18. Then, whilst Mr. Tabuchi was addressing the Court, almost halfway through his submission, Mr. Waine entered the Court Room and sat at the bar table. After Mr. Tabuchi completed his submission, I invited Mr. Waine to respond, but he informed the Court that he had no response to the Appeal as he was not properly instructed by Mr. Katu, who also came into Court late but without saying anything to Mr. Waine, left, whilst Mr. Tabuchi was still making his submission. I then adjourned and reserved my decision to today.
Grounds of Appeal
19. There are 4 grounds of appeal. They are set out in paragraph 3.1 – 3.4 of the Notice of Appeal. They are:
(1) The Learned Magistrate erred in both law and fact when he failed to:
(a) properly and adequately state and consider the legal principles pertaining to an application to set aside orders properly obtained and entered in the absence of the Respondent;
(b) properly and adequately state, and consider the evidence to an application to set aside orders properly obtained and entered in the absence of the Respondent; and
(c) apply the law to the facts as found on the evidence before the Court at the hearing of the application.

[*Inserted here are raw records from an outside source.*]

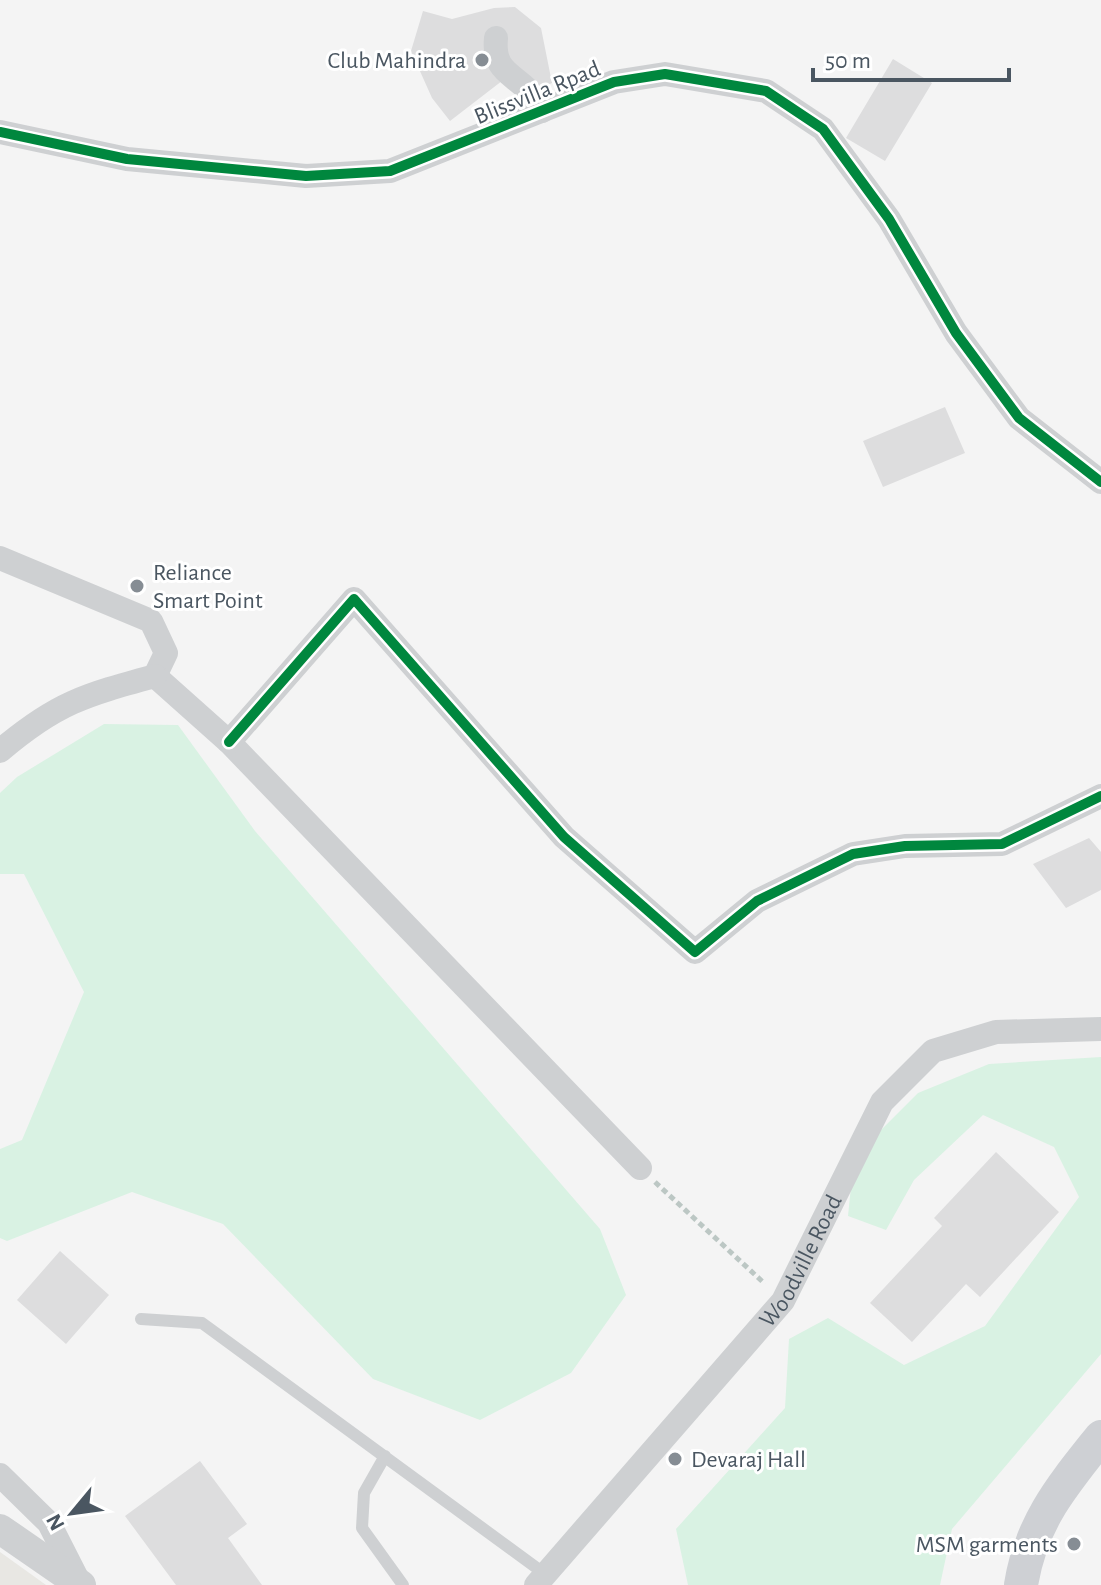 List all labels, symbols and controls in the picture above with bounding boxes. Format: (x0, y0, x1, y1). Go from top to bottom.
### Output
scale bar (813, 32, 1009, 82)
place label: Club Mahindra (328, 49, 466, 73)
text: 50 m (825, 49, 871, 73)
marker: Club Mahindra (473, 51, 491, 69)
street label: Blissvilla Rpad (471, 57, 604, 129)
place label: Reliance Smart Point (153, 561, 263, 613)
marker: Reliance Smart Point (128, 577, 146, 595)
street label: Woodville Road (755, 1191, 847, 1332)
place label: Devaraj Hall (691, 1448, 806, 1472)
marker: Devaraj Hall (666, 1450, 684, 1468)
north arrow (32, 1473, 112, 1553)
text: N (42, 1510, 69, 1534)
place label: MSM garments (916, 1533, 1058, 1557)
marker: MSM garments (1065, 1535, 1083, 1553) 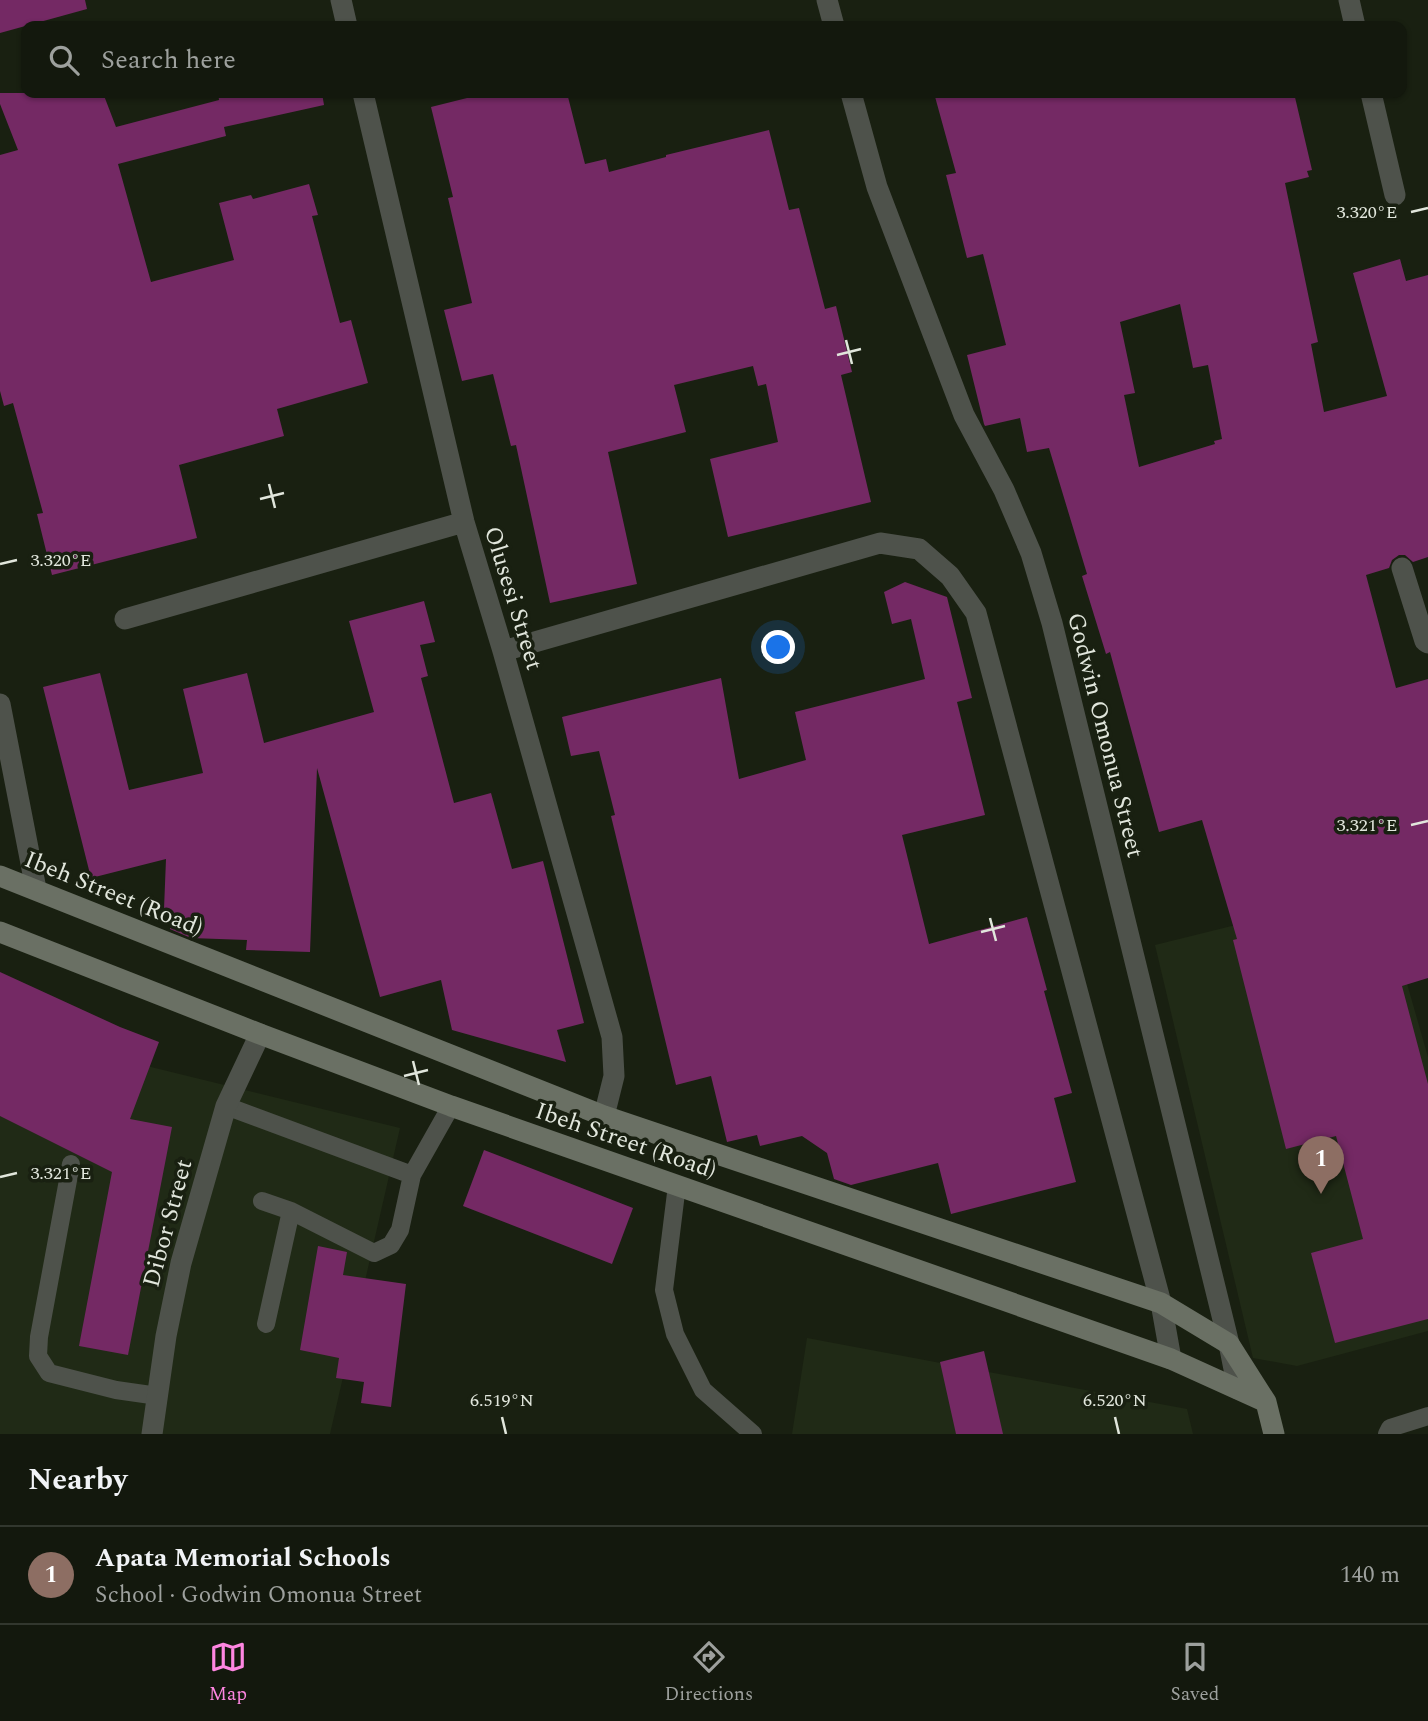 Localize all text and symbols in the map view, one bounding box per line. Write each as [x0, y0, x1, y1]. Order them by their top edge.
search box [21, 21, 1407, 98]
text: Search here [101, 40, 236, 80]
icon: search [45, 41, 83, 79]
text: 3.320°E [1336, 199, 1398, 226]
street label: Olusesi Street [474, 522, 552, 675]
text: 3.320°E [30, 547, 92, 574]
street label: Godwin Omonua Street [1057, 609, 1153, 862]
your location [761, 630, 795, 664]
text: 3.321°E [1336, 812, 1398, 839]
street label: Ibeh Street (Road) [19, 842, 208, 946]
street label: Ibeh Street (Road) [530, 1093, 721, 1189]
pin: 1 [1298, 1136, 1344, 1194]
street label: Dibor Street [134, 1155, 202, 1291]
text: 3.321°E [30, 1160, 92, 1187]
text: 6.519°N [470, 1387, 534, 1414]
text: 6.520°N [1083, 1387, 1147, 1414]
text: Nearby [28, 1457, 127, 1503]
text: Apata Memorial Schools [95, 1538, 391, 1578]
text: 1 [45, 1558, 57, 1593]
text: 140 m [1340, 1558, 1400, 1593]
text: School · Godwin Omonua Street [95, 1578, 422, 1613]
tab: Map [209, 1638, 247, 1709]
tab: Directions [664, 1638, 753, 1709]
tab: Saved [1171, 1638, 1219, 1709]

(2) The Learned Magistrate erred in both law and fact when:
(a) he refused to be bound by the Order of the National Court of
16 February 2016 in CR APP 13 of 2015 (Kingston v Customs) thereby engaging in contemptuous conduct and breaching Schedules 2.8 and 2.9 of the Constitution and the well-established principles of stare decisis;
(b) he found that CR APP 13 of 2015 should never have been lodged in the first place, when he ought to have found instead that his hands were tied and that he was legally bound by the Order of the National Court in compliance with schedules 2.8 and 2.9 of the Constitution;
(b) when he stalled “the trial and left it back to the parties to question themselves as to whether or not an appeal should be lodged against a certain decision of a judge of the National Court”, in circumstances where he had no jurisdiction to do so and in any event, the appeal period had expired.
(3) The Learned Magistrate erred in both law and fact when he relied on a case authority concerned with an election petition to
justify his actions or support his reasoning when:
(a) he could not even cite the case authority in full in open Court but referred to it as a decision of the Chief Justice;
(b) admitted in open Court that he was still trying to “get hold of that decision”; and
(c) such case authority is concerned with an area of law that has its own peculiar Rules and specific legislation governing this area of the law, namely the Organic Law on National & Local Level Government Elections and the National & Supreme Court Rules on Election Petitions and he could not rely on it in the circumstances of this case.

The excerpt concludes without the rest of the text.